═════ LISTED RECORDS ═════
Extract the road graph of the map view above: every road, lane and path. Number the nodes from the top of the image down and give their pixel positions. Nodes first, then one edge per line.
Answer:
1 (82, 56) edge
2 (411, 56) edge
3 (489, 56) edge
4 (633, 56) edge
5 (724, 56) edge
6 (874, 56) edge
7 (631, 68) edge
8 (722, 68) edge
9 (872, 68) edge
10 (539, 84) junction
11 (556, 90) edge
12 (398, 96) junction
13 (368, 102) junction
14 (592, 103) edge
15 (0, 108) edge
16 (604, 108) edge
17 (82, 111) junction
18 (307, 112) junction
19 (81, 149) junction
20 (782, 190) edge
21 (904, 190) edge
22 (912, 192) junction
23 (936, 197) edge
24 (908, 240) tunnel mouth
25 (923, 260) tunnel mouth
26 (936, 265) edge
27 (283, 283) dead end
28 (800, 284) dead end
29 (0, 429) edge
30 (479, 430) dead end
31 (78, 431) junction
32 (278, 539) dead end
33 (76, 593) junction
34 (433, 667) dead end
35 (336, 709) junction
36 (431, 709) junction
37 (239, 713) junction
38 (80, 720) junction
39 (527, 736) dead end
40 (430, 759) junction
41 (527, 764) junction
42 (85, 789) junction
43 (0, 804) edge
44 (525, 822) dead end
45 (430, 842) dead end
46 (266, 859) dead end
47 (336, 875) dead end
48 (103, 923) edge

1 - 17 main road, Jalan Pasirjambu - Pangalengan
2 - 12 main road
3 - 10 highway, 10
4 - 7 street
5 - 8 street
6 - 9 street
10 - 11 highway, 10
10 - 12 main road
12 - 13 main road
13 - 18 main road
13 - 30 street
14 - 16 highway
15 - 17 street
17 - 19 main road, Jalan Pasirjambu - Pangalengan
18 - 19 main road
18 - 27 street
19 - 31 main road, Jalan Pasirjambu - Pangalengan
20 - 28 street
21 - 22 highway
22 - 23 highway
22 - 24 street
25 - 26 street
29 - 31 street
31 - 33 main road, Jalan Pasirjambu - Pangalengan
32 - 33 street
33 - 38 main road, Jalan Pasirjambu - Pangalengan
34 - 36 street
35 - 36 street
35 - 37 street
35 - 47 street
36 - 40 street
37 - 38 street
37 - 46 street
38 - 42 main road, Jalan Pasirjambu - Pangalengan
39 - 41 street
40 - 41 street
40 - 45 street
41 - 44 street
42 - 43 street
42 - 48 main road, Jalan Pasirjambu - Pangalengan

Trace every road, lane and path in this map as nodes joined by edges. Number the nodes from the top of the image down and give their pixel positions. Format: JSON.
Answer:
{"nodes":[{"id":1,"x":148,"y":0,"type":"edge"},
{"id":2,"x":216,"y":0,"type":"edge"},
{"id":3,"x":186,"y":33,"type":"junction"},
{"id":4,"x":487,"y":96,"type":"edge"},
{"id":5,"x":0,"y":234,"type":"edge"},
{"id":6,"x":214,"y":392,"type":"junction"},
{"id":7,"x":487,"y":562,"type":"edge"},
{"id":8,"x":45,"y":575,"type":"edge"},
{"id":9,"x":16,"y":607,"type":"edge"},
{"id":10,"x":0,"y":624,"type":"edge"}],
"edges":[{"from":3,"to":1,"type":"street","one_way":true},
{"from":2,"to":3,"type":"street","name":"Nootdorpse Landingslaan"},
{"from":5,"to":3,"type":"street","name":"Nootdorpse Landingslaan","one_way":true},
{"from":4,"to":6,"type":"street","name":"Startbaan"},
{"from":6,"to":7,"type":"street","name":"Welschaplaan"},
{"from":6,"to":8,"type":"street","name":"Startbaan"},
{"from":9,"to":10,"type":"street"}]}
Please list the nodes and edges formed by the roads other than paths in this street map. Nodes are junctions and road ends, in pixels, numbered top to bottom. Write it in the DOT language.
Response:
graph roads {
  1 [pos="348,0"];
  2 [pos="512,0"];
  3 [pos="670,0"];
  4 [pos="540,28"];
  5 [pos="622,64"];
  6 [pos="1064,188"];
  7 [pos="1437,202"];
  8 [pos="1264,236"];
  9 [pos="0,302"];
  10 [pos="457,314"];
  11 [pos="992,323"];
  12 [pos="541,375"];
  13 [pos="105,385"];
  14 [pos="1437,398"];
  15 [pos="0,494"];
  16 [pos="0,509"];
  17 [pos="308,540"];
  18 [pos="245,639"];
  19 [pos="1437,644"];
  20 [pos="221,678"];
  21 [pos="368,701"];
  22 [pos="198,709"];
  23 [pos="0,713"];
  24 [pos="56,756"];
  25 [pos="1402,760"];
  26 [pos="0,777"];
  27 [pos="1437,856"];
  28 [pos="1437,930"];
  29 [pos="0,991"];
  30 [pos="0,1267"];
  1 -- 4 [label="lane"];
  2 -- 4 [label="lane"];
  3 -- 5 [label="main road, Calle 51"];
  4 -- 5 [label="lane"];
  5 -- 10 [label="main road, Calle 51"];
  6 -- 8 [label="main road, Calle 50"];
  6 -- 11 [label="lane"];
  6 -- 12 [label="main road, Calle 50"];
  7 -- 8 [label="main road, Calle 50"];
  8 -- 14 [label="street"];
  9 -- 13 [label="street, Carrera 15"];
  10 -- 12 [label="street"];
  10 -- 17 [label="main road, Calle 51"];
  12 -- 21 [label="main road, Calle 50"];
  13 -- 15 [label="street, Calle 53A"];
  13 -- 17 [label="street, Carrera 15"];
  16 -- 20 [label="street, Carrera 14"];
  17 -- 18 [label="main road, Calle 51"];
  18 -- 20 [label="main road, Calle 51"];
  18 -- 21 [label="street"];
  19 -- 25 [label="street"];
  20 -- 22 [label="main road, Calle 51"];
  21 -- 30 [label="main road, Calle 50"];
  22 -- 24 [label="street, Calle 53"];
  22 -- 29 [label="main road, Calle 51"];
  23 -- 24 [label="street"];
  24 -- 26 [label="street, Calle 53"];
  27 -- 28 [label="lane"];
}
═════
Filter the records above for "edges" and copy every matching line.

Trace every road, lane and path in this map as nodes joined by edges. Number the nodes from the top of the image down and give their pixel positions. Format: JSON.
"edges":[{"from":3,"to":1,"type":"street","one_way":true},
Please list the nodes and edges formed by the roads other than paths in this street map. Nodes are junctions and road ends, in pixels, numbered top to bottom. Write it in the DOT language.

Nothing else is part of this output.